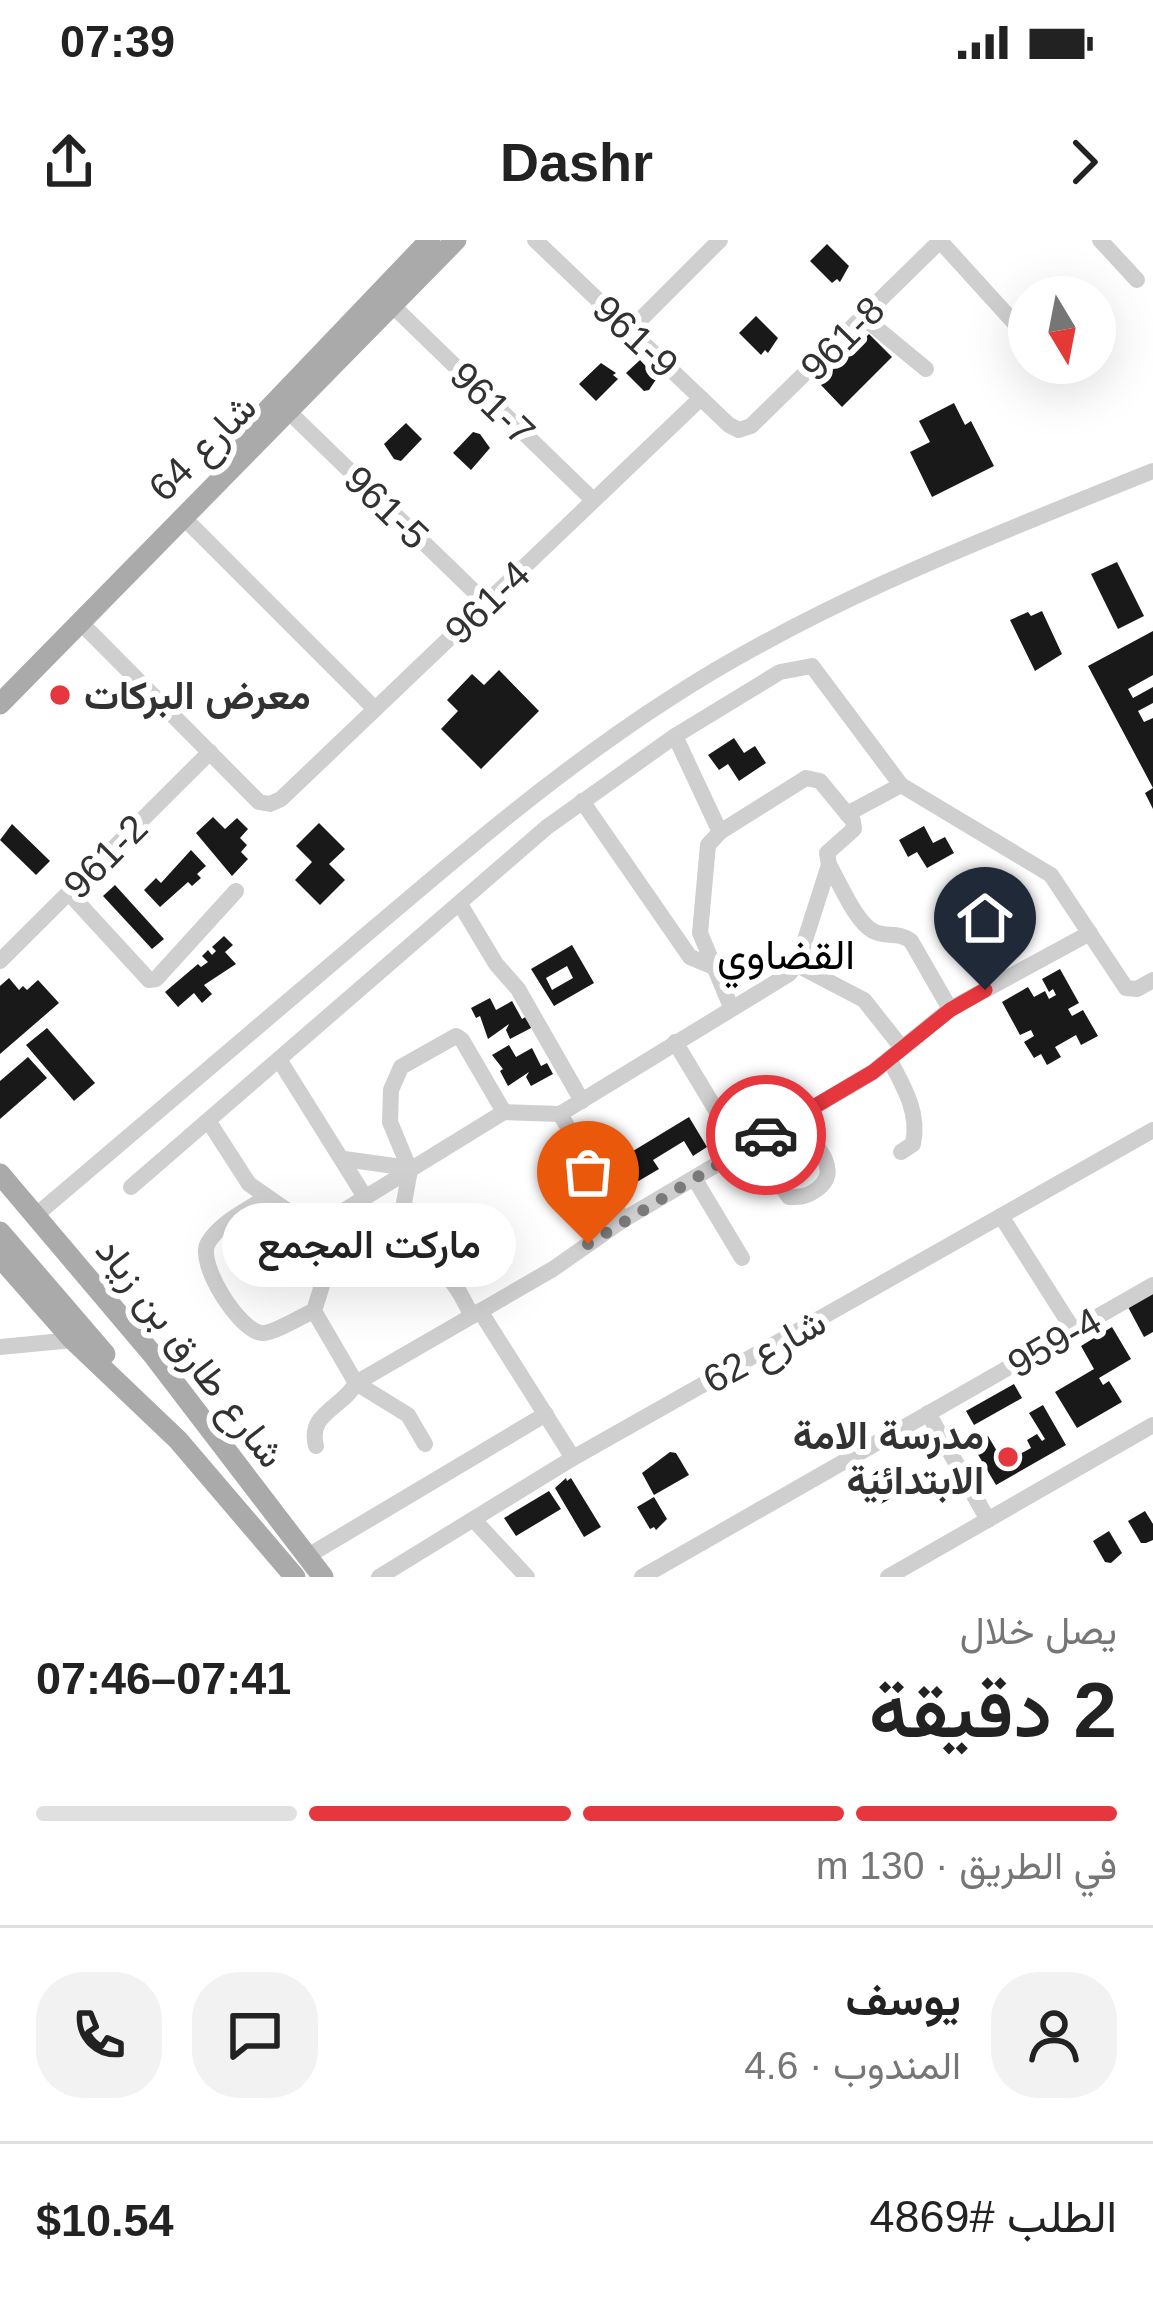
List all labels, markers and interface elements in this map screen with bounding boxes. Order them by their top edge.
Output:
text: 07:39 [60,16,175,67]
icon: share [36,129,102,195]
icon: forward [1051,129,1117,195]
text: Dashr [500,132,653,192]
north arrow [1008,276,1116,384]
map controls [1008,276,1116,384]
street label: 961-9 [585,287,687,386]
street label: 961-8 [792,288,893,389]
street label: 961-7 [442,353,543,453]
street label: شارع 64 [140,385,268,513]
street label: 961-5 [336,457,437,557]
street label: 961-4 [437,552,538,652]
place label: معرض البركات [84,674,311,720]
marker: معرض البركات [47,682,73,708]
street label: 961-2 [55,806,156,907]
pin [934,867,1036,990]
icon: home [952,885,1018,951]
district label: القضاوي [717,931,855,989]
courier [706,1075,826,1195]
icon: car [733,1102,799,1168]
pin [537,1121,639,1244]
icon: bag [555,1139,621,1205]
callout: ماركت المجمع [222,1202,516,1286]
text: ماركت المجمع [257,1223,481,1266]
street label: شارع طارق بن زياد [84,1229,294,1479]
street label: شارع 62 [696,1299,835,1406]
street label: 959-4 [1000,1299,1108,1386]
place label: مدرسة الامة الابتدائية [793,1414,984,1503]
marker: مدرسة الامة الابتدائية [995,1444,1021,1470]
text: يصل خلال [960,1609,1117,1652]
text: 07:41–07:46 [36,1653,291,1704]
text: 2 دقيقة [869,1666,1117,1754]
text: في الطريق · 130 m [816,1844,1117,1887]
button: phone [36,1972,162,2098]
button: chat [192,1972,318,2098]
button: person [991,1972,1117,2098]
text: يوسف [846,1974,961,2025]
text: المندوب · 4.6 [744,2044,961,2087]
text: الطلب #4869 [869,2191,1117,2242]
text: $10.54 [36,2195,174,2246]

★ ★ ★ ★

Task directions
Pick every line containing the word "الامة" out of the material, and copy those lines.

Your solution
place label: مدرسة الامة الابتدائية [793,1414,984,1503]
marker: مدرسة الامة الابتدائية [995,1444,1021,1470]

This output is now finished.